Section 16: Verification of registrable beneficial owners and managing officers
- Subsection (1) enables the Secretary of State to make provision by regulations to require the verification of information supplied with applications for registration, removal, and complying with the updating duty.
- Subsection (2) states regulations are permitted to make, among other things, provisions about the information that must be verified, the person by whom the information must be verified and requiring statements, or other evidence to be delivered to the Registrar.
- Regulations made under subsection (2) must be made before the register of overseas entities comes into operation (subsection (3)).
Exemptions
Section 17: Power to modify application process etc in certain cases
- Section 17 provides that regulations may be made by the Secretary of State that modify the application (sections 4 and 9) or update requirements (section 7) in relation to a description of overseas entity specified in the regulations.
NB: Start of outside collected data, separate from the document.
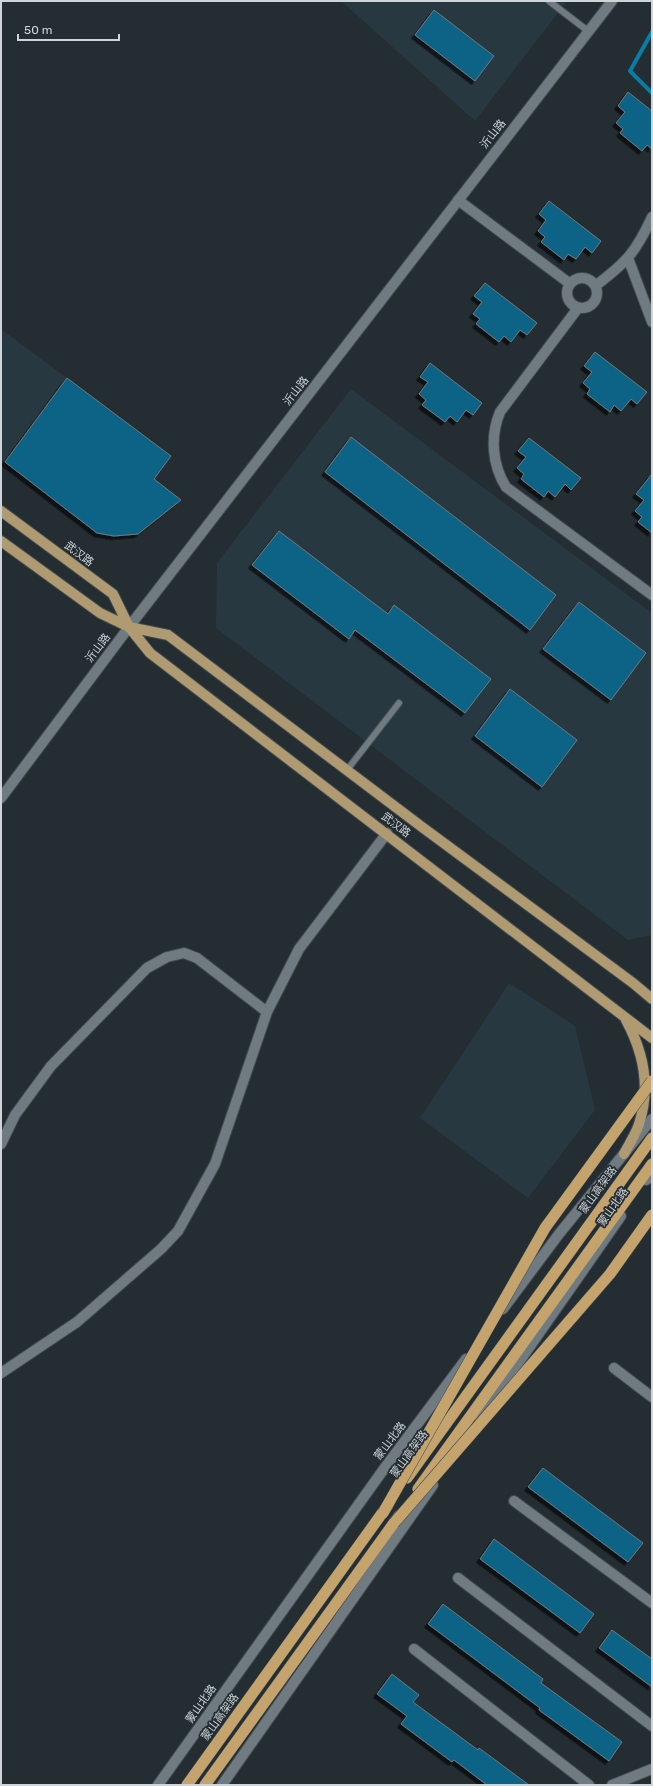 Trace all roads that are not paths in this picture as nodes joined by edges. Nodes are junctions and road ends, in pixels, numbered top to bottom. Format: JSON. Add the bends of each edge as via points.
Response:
{"nodes":[{"id":1,"x":549,"y":1,"type":"edge"},
{"id":2,"x":612,"y":1,"type":"edge"},
{"id":3,"x":588,"y":31,"type":"junction"},
{"id":4,"x":458,"y":200,"type":"junction"},
{"id":5,"x":652,"y":217,"type":"edge"},
{"id":6,"x":628,"y":258,"type":"junction"},
{"id":7,"x":570,"y":284,"type":"junction"},
{"id":8,"x":595,"y":286,"type":"junction"},
{"id":9,"x":578,"y":308,"type":"junction"},
{"id":10,"x":652,"y":322,"type":"edge"},
{"id":11,"x":1,"y":511,"type":"edge"},
{"id":12,"x":1,"y":541,"type":"edge"},
{"id":13,"x":652,"y":595,"type":"edge"},
{"id":14,"x":129,"y":627,"type":"junction"},
{"id":15,"x":400,"y":703,"type":"dead end"},
{"id":16,"x":347,"y":770,"type":"junction"},
{"id":17,"x":1,"y":798,"type":"edge"},
{"id":18,"x":387,"y":833,"type":"junction"},
{"id":19,"x":633,"y":983,"type":"junction"},
{"id":20,"x":652,"y":987,"type":"edge"},
{"id":21,"x":652,"y":999,"type":"edge"},
{"id":22,"x":267,"y":1012,"type":"junction"},
{"id":23,"x":624,"y":1016,"type":"junction"},
{"id":24,"x":652,"y":1038,"type":"edge"},
{"id":25,"x":652,"y":1081,"type":"edge"},
{"id":26,"x":652,"y":1119,"type":"edge"},
{"id":27,"x":652,"y":1138,"type":"edge"},
{"id":28,"x":1,"y":1144,"type":"edge"},
{"id":29,"x":624,"y":1154,"type":"junction"},
{"id":30,"x":652,"y":1164,"type":"edge"},
{"id":31,"x":650,"y":1176,"type":"edge"},
{"id":32,"x":652,"y":1215,"type":"edge"},
{"id":33,"x":614,"y":1368,"type":"dead end"},
{"id":34,"x":1,"y":1373,"type":"edge"},
{"id":35,"x":652,"y":1397,"type":"edge"},
{"id":36,"x":514,"y":1502,"type":"dead end"},
{"id":37,"x":383,"y":1513,"type":"junction"},
{"id":38,"x":394,"y":1523,"type":"junction"},
{"id":39,"x":458,"y":1578,"type":"dead end"},
{"id":40,"x":652,"y":1603,"type":"edge"},
{"id":41,"x":414,"y":1649,"type":"dead end"},
{"id":42,"x":652,"y":1726,"type":"edge"},
{"id":43,"x":652,"y":1769,"type":"edge"},
{"id":44,"x":158,"y":1785,"type":"edge"},
{"id":45,"x":187,"y":1785,"type":"edge"},
{"id":46,"x":205,"y":1785,"type":"edge"},
{"id":47,"x":222,"y":1785,"type":"edge"},
{"id":48,"x":589,"y":1785,"type":"edge"},
{"id":49,"x":612,"y":1785,"type":"edge"}],
"edges":[{"from":1,"to":3,"type":"lane"},
{"from":2,"to":3,"type":"street","name":"沂山路"},
{"from":3,"to":4,"type":"street","name":"沂山路"},
{"from":4,"to":7,"type":"street"},
{"from":4,"to":14,"type":"street","name":"沂山路"},
{"from":5,"to":6,"type":"street","via":[[641,240]]},
{"from":6,"to":8,"type":"street"},
{"from":6,"to":10,"type":"street"},
{"from":7,"to":8,"type":"street","via":[[578,278],[583,278]]},
{"from":7,"to":9,"type":"street","via":[[566,293],[567,298]]},
{"from":8,"to":9,"type":"street","via":[[595,300],[588,307]]},
{"from":9,"to":13,"type":"street","via":[[500,412],[495,424],[494,461],[506,487]]},
{"from":11,"to":14,"type":"main road","name":"武汉路","via":[[113,594]]},
{"from":12,"to":14,"type":"main road","name":"武汉路","via":[[100,613]]},
{"from":14,"to":16,"type":"main road","name":"武汉路","via":[[168,635]]},
{"from":14,"to":17,"type":"street","name":"沂山路"},
{"from":14,"to":18,"type":"main road","name":"武汉路","via":[[150,653]]},
{"from":15,"to":16,"type":"lane"},
{"from":16,"to":19,"type":"main road","name":"武汉路"},
{"from":18,"to":22,"type":"street","via":[[299,949]]},
{"from":18,"to":23,"type":"main road","name":"武汉路"},
{"from":19,"to":20,"type":"main road"},
{"from":19,"to":21,"type":"main road","name":"武汉路"},
{"from":22,"to":28,"type":"street","via":[[197,958],[184,953],[167,957],[147,968],[51,1066],[15,1115]]},
{"from":22,"to":34,"type":"street","via":[[215,1164],[178,1231],[77,1322]]},
{"from":23,"to":24,"type":"main road","name":"武汉路"},
{"from":23,"to":29,"type":"main road","via":[[634,1035],[645,1071],[644,1102],[639,1125]]},
{"from":25,"to":37,"type":"highway","bridge":true,"via":[[545,1228]]},
{"from":26,"to":29,"type":"street","name":"蒙山北路"},
{"from":27,"to":37,"type":"highway","name":"蒙山高架路","bridge":true},
{"from":29,"to":44,"type":"street","name":"蒙山北路","via":[[559,1234],[386,1466]]},
{"from":30,"to":38,"type":"highway","bridge":true},
{"from":31,"to":47,"type":"street","name":"蒙山北路"},
{"from":32,"to":38,"type":"highway","bridge":true,"via":[[610,1274]]},
{"from":33,"to":35,"type":"street"},
{"from":36,"to":40,"type":"street"},
{"from":37,"to":45,"type":"highway","name":"蒙山高架路"},
{"from":38,"to":46,"type":"highway"},
{"from":39,"to":42,"type":"street"},
{"from":41,"to":48,"type":"street"},
{"from":43,"to":49,"type":"street"}]}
Such modifications may only be made if the Secretary of State considers that they are appropriate, taking into consideration information that is already publicly available otherwise than under the provisions of Part 1 and the Schedules to the Act.
- An example of where this power might be exercised is in relation to overseas entities that are already providing beneficial ownership information to registers in their own country of formation and the UK Government considers those registers to be equivalent to the overseas entities register. In such circumstances, the regulations may require that the overseas entity only provide details of that register, rather than be required to disclose beneficial ownership information again. Any such regulations made will be subject to the negative resolution procedure.
Section 18: Exemptions
- The Secretary of State may exempt a person from certain requirements of Part 1 if it is necessary to do so: (a) in the interests of national security, or (b) for the purposes or preventing or detecting serious crime (subsection (1)).
- In subsection (2) the effects of an exemption are set out. Overseas entities are not required to take steps to identify or obtain information about an exempt person or give notices to an exempt person; should such a notice be received the exempt person does not have to comply with the notice requirements if that brings the existence of the exemption to the attention of the entity. Others are not required to provide information about the exempt person, and the exempt person is not regarded as a ‘registrable beneficial owner’ for the purposes of the Part 1 and the Schedules to the Act.
- Subsection (3) defines the meaning of ‘crime’ and explains that it is means conduct that is either a criminal offence, or would be a criminal offence if it took place in any one part of the United Kingdom. It is ‘serious crime’ if it would lead, on conviction, to a maximum prison sentence of 3 years or more, or if the conduct involves the use of violence, results in substantial financial gain or is conduct by a large number of persons in pursuit of a common purpose.
Language requirement
Section 19: Documents to be in English
- Section 19 requires all documents sent to the Registrar under Part 1 or any regulations drawn up from it, to be delivered in English.
Annotation of the register
Section 20: Annotation of the register
- It is important that the register is as useful and transparent a source of information as possible for users. This section provides that the Registrar must annotate the register in certain circumstances (i.e. on receipt, replacement and removal from the register of documents or material sent to the Registrar under this Act). The Registrar must also record the date on which documents are received under this Act. Removals from the register must be accompanied by an annotation detailing the power that permitted the removal, a general description of the material removed and the date on which removal took place.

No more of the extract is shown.